CHAPTER I: THOSE WHO HAVE GONE

The significance of Casa Grande ruins lies in its prehistoric past when the builders and inhabitants achieved a sophisticated culture. Casa Grande fell within the heartland of an extensive prehistoric agricultural society. The Hohokam (a Pima Indian term meaning "those who have gone"), with their lengthy canal irrigation system, were masters of the desert.

The Hohokam culture did not suddenly appear. Its antecedents lay in a previous, local Archaic culture. These Archaic peoples, who appeared in the desert Southwest about 5500 BC, functioned as hunters and gatherers who depended upon wild plants and animals for their subsistence. Whether domesticated corn became available before 1000 BC or not, these people did not cultivate it because they had little need to invest their labor in such a crop when they could subsist by hunting and gathering. A growing population perhaps combined with some dry periods, however, began to outstrip the flora and fauna used for food. By 1000 BC, this situation forced the population to augment their ration by cultivating a small cob popcorn. By 500 BC regular corn appeared in the area and was crossed with the small cob popcorn. The prehistoric population in turn, crossed this hybrid with an eight-row flour corn several centuries later. About 350 BC, common beans (pinto, red, and navy) were introduced. The Archaic peoples' casual dry land cultivation, however, did not produce sufficient yields to supply the growing demand. To ensure crop yields in the Southwest required considerable attention. Such attention began to curb the mobility of these hunter/gatherer peoples. Decreased mobility only forced the people to place greater reliance on domesticated crops. This more sedentary life, in turn, depleted the wild resources in an area. Returning to a hunting and gathering way of life then became no longer viable. As a result, this Archaic culture began a slow transition into a hydraulic (water based) society which used irrigation to support its agriculture. By AD 300 this water-based culture appeared as the Hohokam. [1]

Archeologists have divided the Hohokam culture into the following approximate four periods. The four periods include: Pioneer, AD 300-750; Colonial, AD 750-950; Sedentary, AD 950-1175; and the Classic, AD 1175-1450. The Pioneer period found the Hohokam living as simple farmers in a series of small villages along the middle Gila River. Several factors determined the location of an early Hohokam village — good arable land, a suitable location from which the Gila could be tapped for irrigation water, and a shallow aquifer so that wells for domestic water need not be dug more than ten feet deep. Early Hohokam houses consisted of branches bent in a semi-circular fashion and covered with twigs, reeds, and mud. House locations had no consistency. Instead, they were placed in what has been called a rancheria style; that is, they were scattered randomly over an area of as much as a square kilometer. Irrigation canals at first were of simple construction which served only a small village and thereby did not require intervillage cooperation or a large, disciplined labor force to maintain them. Because of this uncomplicated situation, the early Hohokam lived a life in which all were equal without a central authority to direct them. [2]

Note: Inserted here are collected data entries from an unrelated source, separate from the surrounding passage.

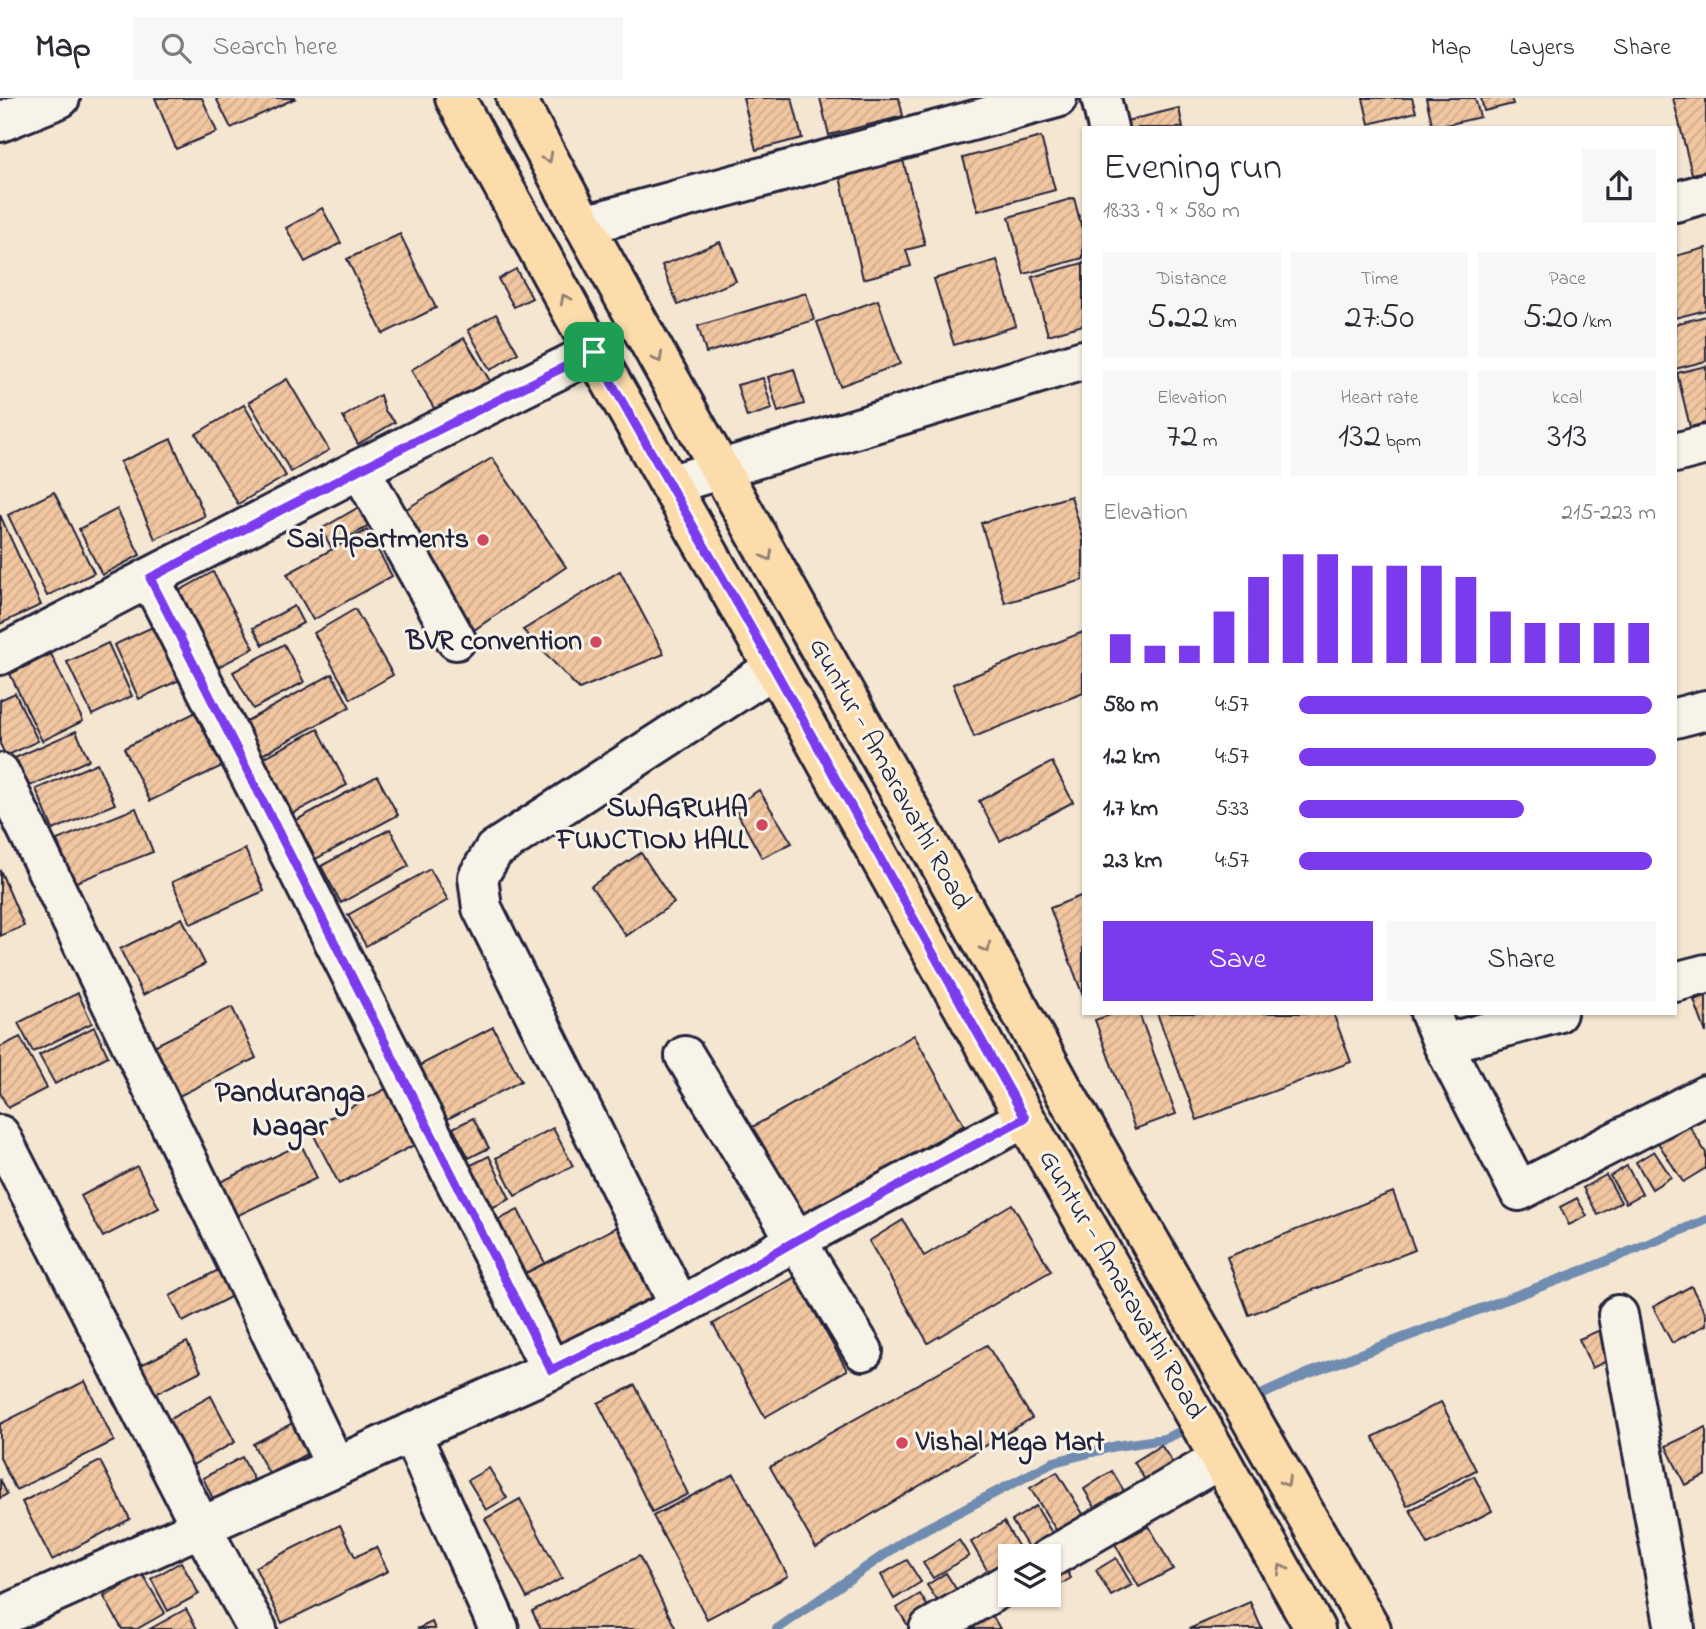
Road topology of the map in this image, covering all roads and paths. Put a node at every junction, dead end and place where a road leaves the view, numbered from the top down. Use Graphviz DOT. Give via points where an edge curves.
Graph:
graph roads {
  1 [pos="60,98"];
  2 [pos="455,98"];
  3 [pos="516,98"];
  4 [pos="1057,98"];
  5 [pos="1101,98"];
  6 [pos="0,122"];
  7 [pos="1108,126"];
  8 [pos="1706,193"];
  9 [pos="1677,201"];
  10 [pos="584,225"];
  11 [pos="594,352"];
  12 [pos="1082,360"];
  13 [pos="1706,445"];
  14 [pos="1677,452"];
  15 [pos="360,469"];
  16 [pos="720,471"];
  17 [pos="669,485"];
  18 [pos="150,578"];
  19 [pos="456,640"];
  20 [pos="0,655"];
  21 [pos="774,668"];
  22 [pos="1706,710"];
  23 [pos="1677,717"];
  24 [pos="0,773"];
  25 [pos="1706,974"];
  26 [pos="1677,981"];
  27 [pos="1542,1015"];
  28 [pos="1436,1028"];
  29 [pos="685,1056"];
  30 [pos="1706,1095"];
  31 [pos="1025,1118"];
  32 [pos="0,1135"];
  33 [pos="797,1240"];
  34 [pos="680,1307"];
  35 [pos="1618,1315"];
  36 [pos="863,1351"];
  37 [pos="551,1370"];
  38 [pos="411,1433"];
  39 [pos="1215,1450"];
  40 [pos="336,1467"];
  41 [pos="201,1527"];
  42 [pos="1061,1551"];
  43 [pos="998,1589"];
  44 [pos="0,1617"];
  45 [pos="257,1629"];
  46 [pos="499,1629"];
  47 [pos="929,1629"];
  48 [pos="1315,1629"];
  49 [pos="1371,1629"];
  50 [pos="1675,1629"];
  1 -- 6 [label="street"];
  11 -- 2 [label="main road, Guntur - Amaravathi Road, one-way"];
  3 -- 10 [label="main road, Guntur - Amaravathi Road, one-way"];
  4 -- 10 [label="street"];
  5 -- 7 [label="street"];
  8 -- 9 [label="street"];
  10 -- 16 [label="main road, Guntur - Amaravathi Road, one-way"];
  11 -- 15 [label="street"];
  11 -- 17 [label="main road, Guntur - Amaravathi Road"];
  12 -- 16 [label="street"];
  13 -- 14 [label="street"];
  15 -- 18 [label="street"];
  15 -- 19 [label="street"];
  16 -- 17 [label="street"];
  16 -- 49 [label="main road, Guntur - Amaravathi Road, one-way" via="1065,1093"];
  17 -- 21 [label="main road, Guntur - Amaravathi Road"];
  18 -- 20 [label="street"];
  18 -- 37 [label="street"];
  21 -- 31 [label="main road, Guntur - Amaravathi Road"];
  21 -- 34 [label="street" via="494,850 478,877 482,908"];
  22 -- 23 [label="street"];
  24 -- 40 [label="street"];
  25 -- 26 [label="street"];
  27 -- 28 [label="street"];
  28 -- 30 [label="street" via="1519,1191"];
  29 -- 33 [label="street"];
  31 -- 33 [label="street"];
  31 -- 39 [label="main road, Guntur - Amaravathi Road"];
  32 -- 41 [label="street"];
  33 -- 34 [label="street"];
  33 -- 36 [label="street"];
  34 -- 37 [label="street"];
  35 -- 50 [label="street"];
  37 -- 38 [label="street"];
  38 -- 40 [label="street"];
  38 -- 46 [label="street"];
  39 -- 42 [label="street"];
  48 -- 39 [label="main road, Guntur - Amaravathi Road, one-way"];
  40 -- 41 [label="street"];
  41 -- 44 [label="street"];
  41 -- 45 [label="street"];
  43 -- 47 [label="street"];
}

Between AD 300 and 500 the Hohokam acquired a new group of cultivated plants from Mexico. These plants included first cotton and tepary beans followed by sieva and jack beans, green-striped cushaw squash, warty squash, and pigweed. The Hohokam also augmented their food with wild plants such as goosefoot seeds, saguaro fruit and seeds, carpetweed seeds, grass seeds, prickly pear cactus fruit and pads, mustard seeds, wild primrose roots, four-o'clock roots, cholla buds, cattail roots and catkins, cocklebur, and coyote melon. They hunted animals such as jackrabbits, cottontails, and mule deer. Some fish and clams from the Gila River and the canals varied their diet. [3]

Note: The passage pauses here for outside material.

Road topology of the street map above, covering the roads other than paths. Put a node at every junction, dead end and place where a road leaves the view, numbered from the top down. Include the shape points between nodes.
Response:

In their everyday life, the early Hohokam used manos and metates to grind seeds into coarse meal for cooking. Cooking was accomplished in plain brown pottery. This same pottery supplied storage vessels and containers for the cremated remains of the dead. These Pioneer period people had ceremonies as attested by fired clay human and animal figures and the use of incense burners. Some basic regional trade occurred, especially to obtain shell from the Gulf of California which was used to fashion jewelry. [4]

In the Colonial period (AD 750-950) the population increased. Some villages grew larger as a more refined social system developed. Social ranking began to play a role, as later noted, because some graves had more ornate items associated with them. At the larger settlements, ball courts came into existence. Although these large, oval-shaped depressions varied in size, they served as a focal point for games and ceremonies. In daily life a distinctive red-on-buff pottery came to predominate. [5]

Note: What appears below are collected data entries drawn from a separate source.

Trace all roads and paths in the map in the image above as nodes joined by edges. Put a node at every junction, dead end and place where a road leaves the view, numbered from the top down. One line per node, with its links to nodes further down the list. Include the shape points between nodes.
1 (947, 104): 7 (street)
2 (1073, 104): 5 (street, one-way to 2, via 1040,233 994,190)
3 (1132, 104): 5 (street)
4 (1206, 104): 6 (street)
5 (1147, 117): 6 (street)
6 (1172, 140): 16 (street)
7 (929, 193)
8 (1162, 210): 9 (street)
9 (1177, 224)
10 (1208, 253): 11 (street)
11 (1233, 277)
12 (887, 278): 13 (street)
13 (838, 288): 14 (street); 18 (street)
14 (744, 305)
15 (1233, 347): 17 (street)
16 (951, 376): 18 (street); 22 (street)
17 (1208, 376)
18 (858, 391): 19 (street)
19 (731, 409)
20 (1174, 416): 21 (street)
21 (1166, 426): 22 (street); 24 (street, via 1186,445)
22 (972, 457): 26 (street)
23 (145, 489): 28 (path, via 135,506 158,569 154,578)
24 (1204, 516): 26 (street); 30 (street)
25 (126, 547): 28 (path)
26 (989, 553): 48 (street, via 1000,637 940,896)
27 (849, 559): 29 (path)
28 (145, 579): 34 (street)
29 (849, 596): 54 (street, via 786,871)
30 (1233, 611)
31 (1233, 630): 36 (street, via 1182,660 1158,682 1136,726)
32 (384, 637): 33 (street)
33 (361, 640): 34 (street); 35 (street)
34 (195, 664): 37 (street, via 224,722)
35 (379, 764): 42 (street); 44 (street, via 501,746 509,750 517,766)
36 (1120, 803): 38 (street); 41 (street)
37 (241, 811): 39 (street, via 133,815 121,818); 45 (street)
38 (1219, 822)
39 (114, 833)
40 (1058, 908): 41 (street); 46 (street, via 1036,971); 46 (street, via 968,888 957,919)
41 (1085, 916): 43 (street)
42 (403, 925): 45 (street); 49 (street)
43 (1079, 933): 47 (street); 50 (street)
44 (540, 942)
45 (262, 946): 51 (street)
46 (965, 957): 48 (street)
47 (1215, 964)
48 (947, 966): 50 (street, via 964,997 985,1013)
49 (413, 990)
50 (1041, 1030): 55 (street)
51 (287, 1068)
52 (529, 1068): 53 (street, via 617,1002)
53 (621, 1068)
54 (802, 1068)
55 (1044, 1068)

The Sedentary period (AD 950-1175) brought numerous changes to the Hohokam civilization as the population continued to increase. Villages became an altered rancheria style as clusters of three to five houses were grouped together all facing a common or courtyard area. Post reinforced caliche pit houses came into use. These courtyard segments became the basic unit of village life. Most activities occurred out-of-doors under adjacent ramadas as the houses played only a small part in day-to-day life. It was here that the women tended roasting pits or slow baked food in large earth ovens. The development of a more complex canal system altered society. Since expanded canals now served more than one village, it was necessary to develop a leadership to coordinate water distribution. From the new need for greater authority, elite classes arose. They, no doubt, received much of their prestige from religion. The platform mounds which appeared in the villages had some association with the elite members and religious ceremonies. Rulers, of course, required symbols of their position. As a result, craftsmen became another select group to occupy larger settlements. These artisans produced finer jewelry products of shell, stone, and bone as well as carved stone and fired clay figures. Hohokam craftsmen used acid etching long before its use in Europe. Textile work in cotton flourished as well. Traders, too, came to have an enlarged role as extensive trade developed from the Little Colorado River area in the north to Mesoamerica on the south. Items obtained from the southern part of Mexico included copper bells, mosaics, stone mirrors, and ornate birds like macaws. [6]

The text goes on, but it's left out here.